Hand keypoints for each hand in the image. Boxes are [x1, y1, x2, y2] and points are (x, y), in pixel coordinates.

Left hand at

------

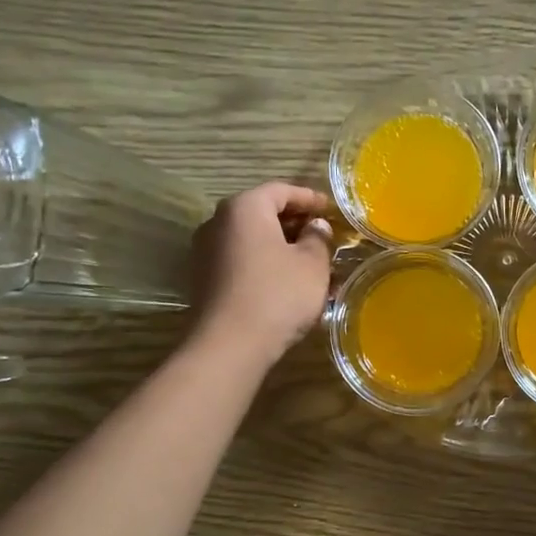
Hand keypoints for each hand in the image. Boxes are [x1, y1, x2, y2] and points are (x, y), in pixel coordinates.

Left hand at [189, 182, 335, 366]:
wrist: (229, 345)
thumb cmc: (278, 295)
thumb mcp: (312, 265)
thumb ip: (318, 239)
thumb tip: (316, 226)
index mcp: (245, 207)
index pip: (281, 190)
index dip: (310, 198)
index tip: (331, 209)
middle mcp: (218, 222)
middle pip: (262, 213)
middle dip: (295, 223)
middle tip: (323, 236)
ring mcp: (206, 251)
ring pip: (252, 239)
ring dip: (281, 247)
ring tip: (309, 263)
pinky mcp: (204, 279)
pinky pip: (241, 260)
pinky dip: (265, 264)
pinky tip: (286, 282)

------

◆ **WHAT IS NEEDED**
The lines needed are those in the data above that hold the string "index"; copy each of them.

◆ **ANSWER BOX**
index mcp: (245, 207)
index pip: (281, 190)
index dip: (310, 198)
index tip: (331, 209)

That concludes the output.